Segment Start: Supplied data
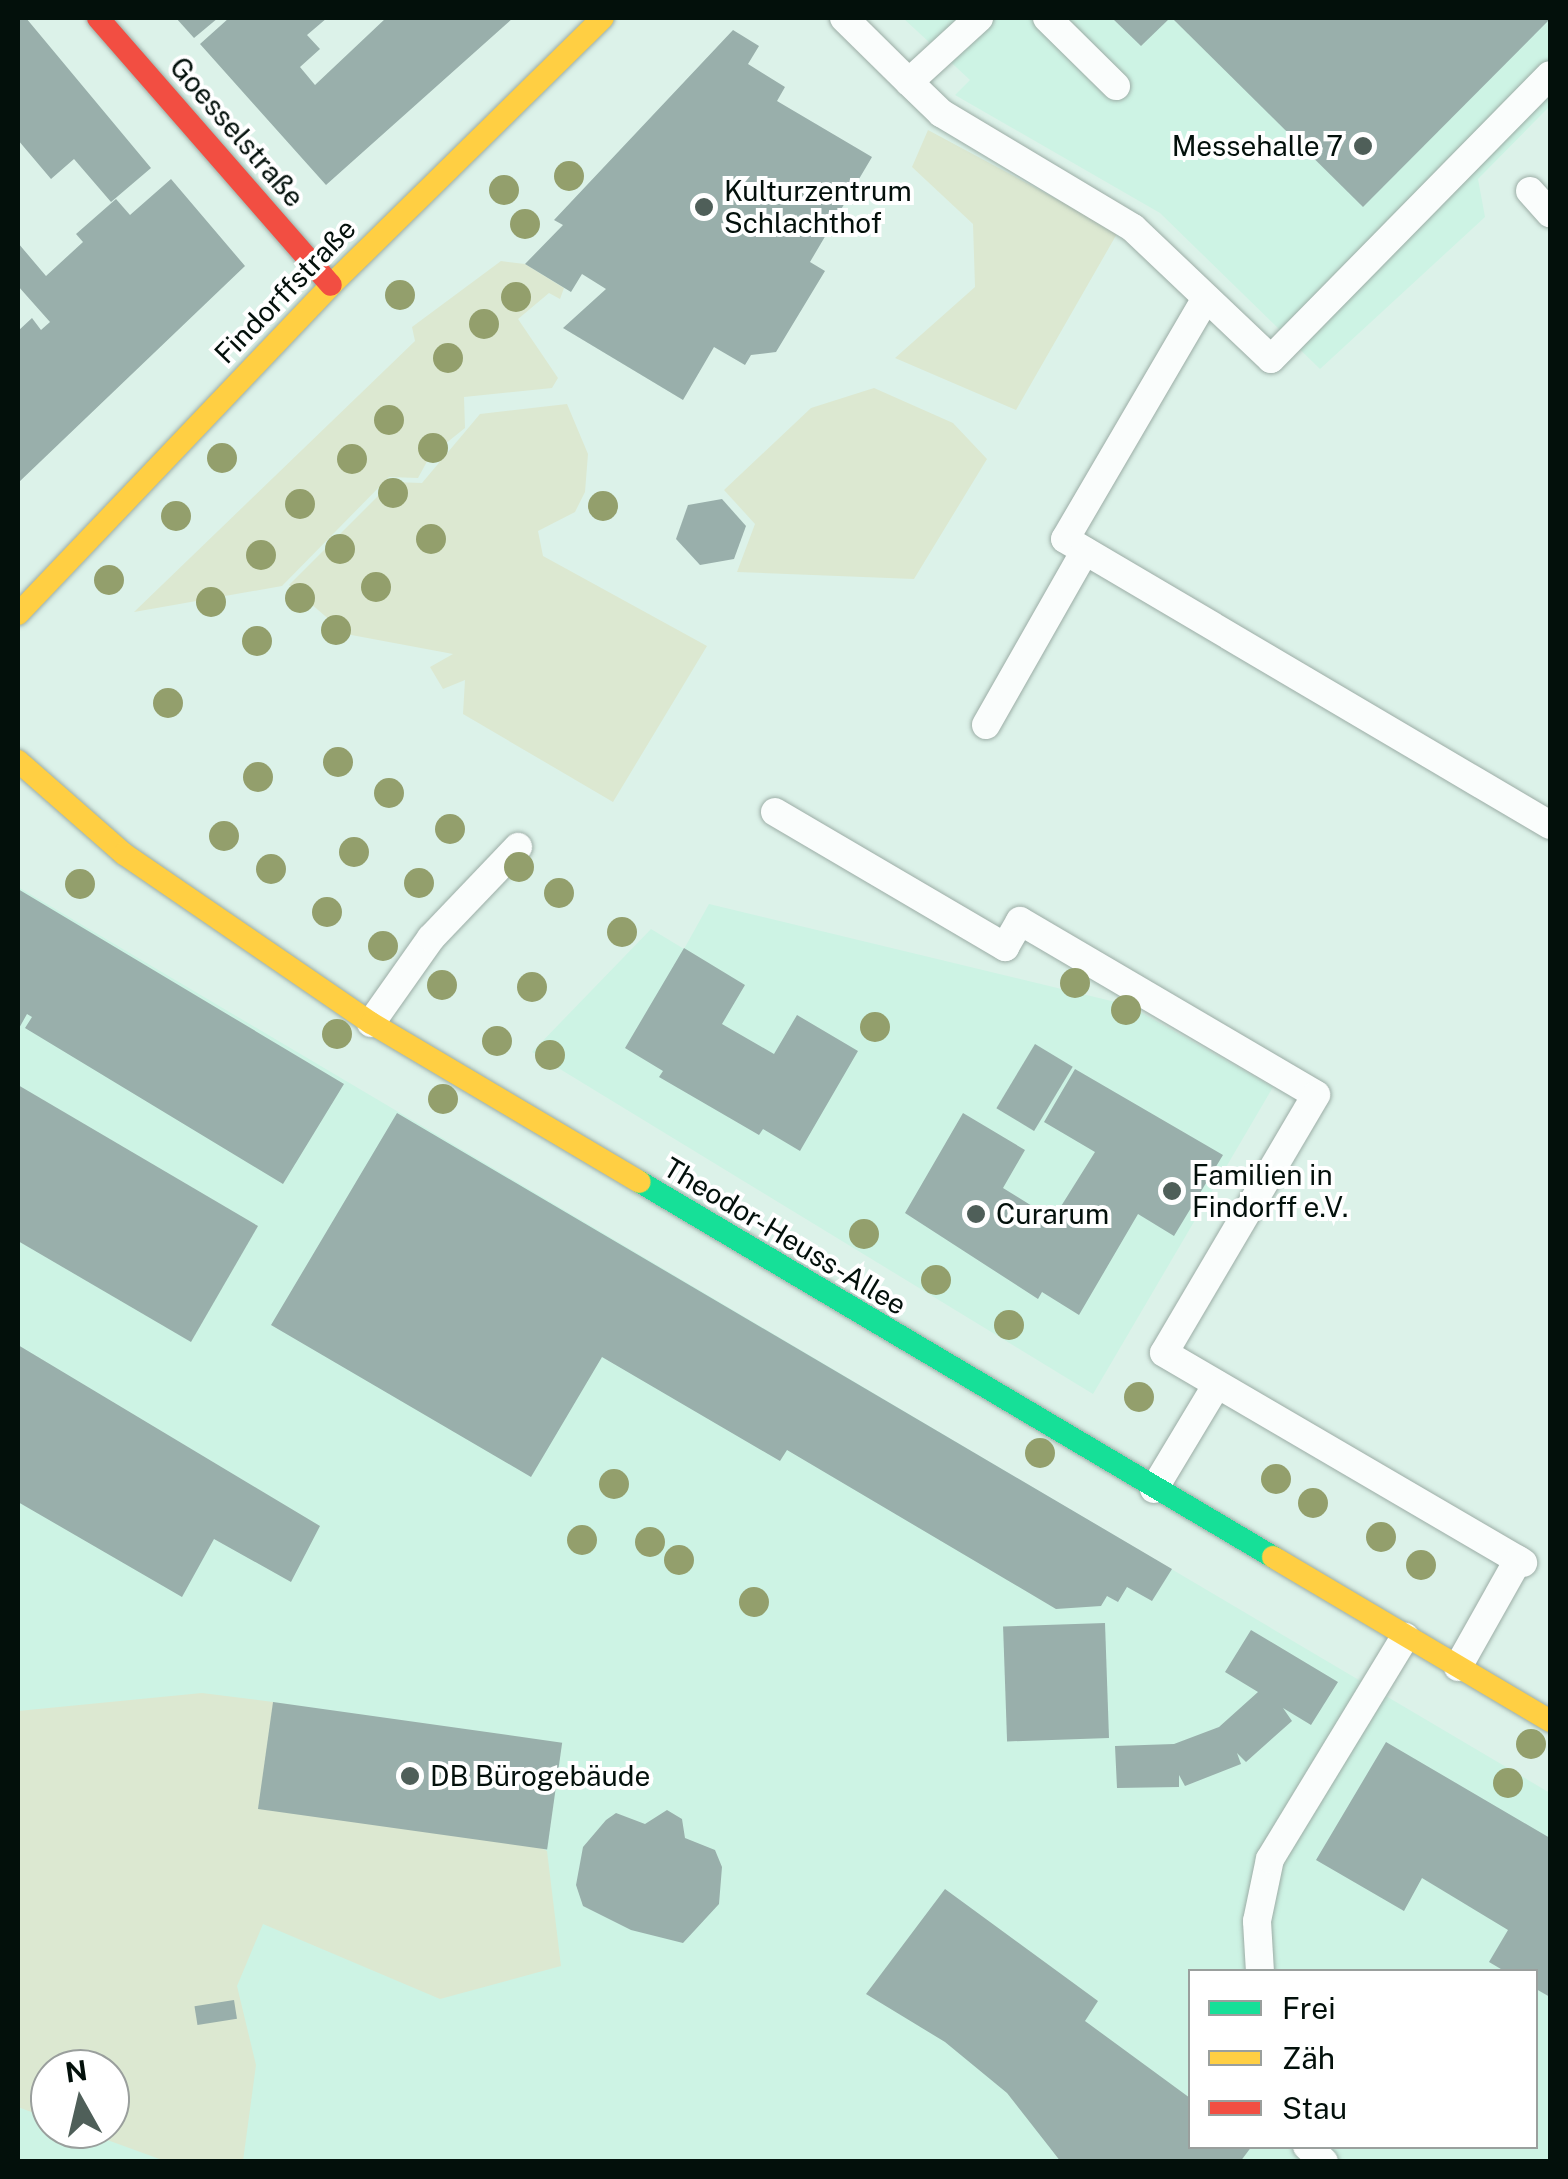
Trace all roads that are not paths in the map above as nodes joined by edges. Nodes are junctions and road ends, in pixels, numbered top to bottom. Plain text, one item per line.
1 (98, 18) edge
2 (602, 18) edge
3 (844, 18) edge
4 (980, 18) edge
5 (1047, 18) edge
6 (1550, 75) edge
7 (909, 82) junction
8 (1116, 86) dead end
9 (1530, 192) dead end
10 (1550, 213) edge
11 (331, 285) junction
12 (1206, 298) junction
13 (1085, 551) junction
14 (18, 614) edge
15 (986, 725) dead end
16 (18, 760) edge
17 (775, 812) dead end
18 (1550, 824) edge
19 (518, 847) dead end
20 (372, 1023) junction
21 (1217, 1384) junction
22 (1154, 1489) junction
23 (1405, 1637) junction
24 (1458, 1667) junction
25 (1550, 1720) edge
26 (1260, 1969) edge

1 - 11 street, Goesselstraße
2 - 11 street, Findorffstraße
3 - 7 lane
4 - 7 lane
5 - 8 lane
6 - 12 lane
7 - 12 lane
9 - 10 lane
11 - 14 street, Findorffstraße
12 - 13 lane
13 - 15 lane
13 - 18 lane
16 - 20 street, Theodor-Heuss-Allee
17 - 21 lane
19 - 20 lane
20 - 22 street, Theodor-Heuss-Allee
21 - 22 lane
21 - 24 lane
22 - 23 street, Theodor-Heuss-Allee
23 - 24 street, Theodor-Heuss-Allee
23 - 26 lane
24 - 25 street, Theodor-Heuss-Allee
Segment End: Supplied data
### Task to carry out
Find and copy each line of the data where "Heuss" is present.

### Output for this exercise
16 - 20 street, Theodor-Heuss-Allee
20 - 22 street, Theodor-Heuss-Allee
22 - 23 street, Theodor-Heuss-Allee
23 - 24 street, Theodor-Heuss-Allee
24 - 25 street, Theodor-Heuss-Allee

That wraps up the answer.